Stored data entries
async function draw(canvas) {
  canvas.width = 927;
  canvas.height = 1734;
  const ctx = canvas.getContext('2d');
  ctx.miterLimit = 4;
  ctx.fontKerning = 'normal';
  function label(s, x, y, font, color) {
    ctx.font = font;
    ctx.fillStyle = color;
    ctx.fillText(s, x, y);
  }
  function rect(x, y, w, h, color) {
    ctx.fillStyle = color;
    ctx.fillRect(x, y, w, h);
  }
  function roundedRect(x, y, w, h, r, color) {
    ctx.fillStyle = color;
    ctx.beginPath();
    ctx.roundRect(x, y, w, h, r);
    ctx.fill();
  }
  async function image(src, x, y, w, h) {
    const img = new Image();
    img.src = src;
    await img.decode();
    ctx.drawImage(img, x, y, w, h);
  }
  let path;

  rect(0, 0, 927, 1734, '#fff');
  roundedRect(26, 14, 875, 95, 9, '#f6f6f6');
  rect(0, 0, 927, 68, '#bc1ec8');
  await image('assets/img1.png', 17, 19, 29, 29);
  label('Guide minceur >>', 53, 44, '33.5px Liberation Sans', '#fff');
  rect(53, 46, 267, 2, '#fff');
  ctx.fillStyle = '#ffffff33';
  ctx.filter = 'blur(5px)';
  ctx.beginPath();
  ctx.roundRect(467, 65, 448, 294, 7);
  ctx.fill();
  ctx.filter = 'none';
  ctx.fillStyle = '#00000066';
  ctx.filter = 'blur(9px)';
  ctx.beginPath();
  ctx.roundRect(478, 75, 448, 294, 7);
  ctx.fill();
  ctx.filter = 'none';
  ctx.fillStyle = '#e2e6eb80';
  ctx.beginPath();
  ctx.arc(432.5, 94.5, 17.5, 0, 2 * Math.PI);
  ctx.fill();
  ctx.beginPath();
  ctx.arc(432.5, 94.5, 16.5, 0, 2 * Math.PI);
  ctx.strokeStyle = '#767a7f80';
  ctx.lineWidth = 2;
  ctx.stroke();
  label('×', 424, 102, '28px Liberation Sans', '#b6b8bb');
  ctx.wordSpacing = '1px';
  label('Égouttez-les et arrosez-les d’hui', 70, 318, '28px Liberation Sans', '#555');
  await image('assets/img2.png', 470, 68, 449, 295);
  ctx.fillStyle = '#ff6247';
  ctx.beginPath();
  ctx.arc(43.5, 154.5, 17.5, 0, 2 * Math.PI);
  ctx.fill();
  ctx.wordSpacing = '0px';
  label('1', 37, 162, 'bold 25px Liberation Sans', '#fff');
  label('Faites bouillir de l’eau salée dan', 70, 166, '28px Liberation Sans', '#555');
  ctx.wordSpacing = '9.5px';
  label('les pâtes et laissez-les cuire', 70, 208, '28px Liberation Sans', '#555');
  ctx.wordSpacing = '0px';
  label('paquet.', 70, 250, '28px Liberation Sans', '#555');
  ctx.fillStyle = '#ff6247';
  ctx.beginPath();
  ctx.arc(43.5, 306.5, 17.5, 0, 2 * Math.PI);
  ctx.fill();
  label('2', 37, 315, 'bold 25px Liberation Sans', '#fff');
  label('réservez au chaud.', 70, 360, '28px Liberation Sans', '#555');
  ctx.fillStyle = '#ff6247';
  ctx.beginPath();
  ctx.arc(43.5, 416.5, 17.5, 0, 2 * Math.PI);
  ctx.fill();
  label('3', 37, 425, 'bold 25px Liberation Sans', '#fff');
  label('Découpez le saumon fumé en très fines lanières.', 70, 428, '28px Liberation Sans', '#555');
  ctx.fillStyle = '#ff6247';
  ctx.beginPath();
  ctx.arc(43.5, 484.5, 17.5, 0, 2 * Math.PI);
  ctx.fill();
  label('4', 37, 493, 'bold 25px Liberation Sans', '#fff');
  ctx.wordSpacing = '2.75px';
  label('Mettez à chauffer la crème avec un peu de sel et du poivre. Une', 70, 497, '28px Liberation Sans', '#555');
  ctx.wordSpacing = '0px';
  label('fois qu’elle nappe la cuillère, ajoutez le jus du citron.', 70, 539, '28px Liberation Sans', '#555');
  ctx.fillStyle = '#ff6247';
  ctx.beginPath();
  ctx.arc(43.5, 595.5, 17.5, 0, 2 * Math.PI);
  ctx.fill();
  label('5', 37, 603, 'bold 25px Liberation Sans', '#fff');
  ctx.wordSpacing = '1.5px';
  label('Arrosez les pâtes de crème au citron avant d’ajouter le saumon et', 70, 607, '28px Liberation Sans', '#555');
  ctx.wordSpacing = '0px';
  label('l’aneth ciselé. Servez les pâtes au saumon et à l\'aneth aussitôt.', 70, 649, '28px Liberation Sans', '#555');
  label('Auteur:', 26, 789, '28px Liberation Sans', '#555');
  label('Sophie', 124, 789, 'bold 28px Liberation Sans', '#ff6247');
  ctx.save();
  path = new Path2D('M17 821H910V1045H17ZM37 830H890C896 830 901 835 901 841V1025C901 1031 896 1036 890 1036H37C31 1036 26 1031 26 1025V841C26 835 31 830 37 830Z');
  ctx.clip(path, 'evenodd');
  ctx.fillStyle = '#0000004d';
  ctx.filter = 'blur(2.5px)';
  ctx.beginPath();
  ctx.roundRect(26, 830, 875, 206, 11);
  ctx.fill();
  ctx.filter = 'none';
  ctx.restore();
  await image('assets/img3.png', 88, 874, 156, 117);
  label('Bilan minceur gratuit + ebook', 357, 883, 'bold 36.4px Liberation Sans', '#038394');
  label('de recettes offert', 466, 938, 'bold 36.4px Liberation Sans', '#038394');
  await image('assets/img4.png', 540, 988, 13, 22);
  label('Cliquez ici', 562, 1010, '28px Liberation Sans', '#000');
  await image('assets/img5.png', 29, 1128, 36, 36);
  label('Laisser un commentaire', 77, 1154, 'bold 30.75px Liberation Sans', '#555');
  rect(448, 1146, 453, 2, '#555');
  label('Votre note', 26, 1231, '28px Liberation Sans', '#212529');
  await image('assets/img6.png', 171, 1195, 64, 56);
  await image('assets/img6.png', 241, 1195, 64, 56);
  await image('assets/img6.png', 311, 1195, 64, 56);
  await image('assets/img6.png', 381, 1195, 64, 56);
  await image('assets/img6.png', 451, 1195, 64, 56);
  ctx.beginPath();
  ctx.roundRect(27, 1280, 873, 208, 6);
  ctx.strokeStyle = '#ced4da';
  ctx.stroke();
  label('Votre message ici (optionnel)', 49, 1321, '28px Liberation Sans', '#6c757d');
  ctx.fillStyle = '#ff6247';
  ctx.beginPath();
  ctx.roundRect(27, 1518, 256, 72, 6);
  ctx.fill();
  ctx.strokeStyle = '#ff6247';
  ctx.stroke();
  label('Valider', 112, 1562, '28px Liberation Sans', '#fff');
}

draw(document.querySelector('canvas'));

• _WHAT YOU ARE ASKED TO DO_
The answer should be a single number: how many lines of the entries hold "function".

• _ANSWER BOX_
5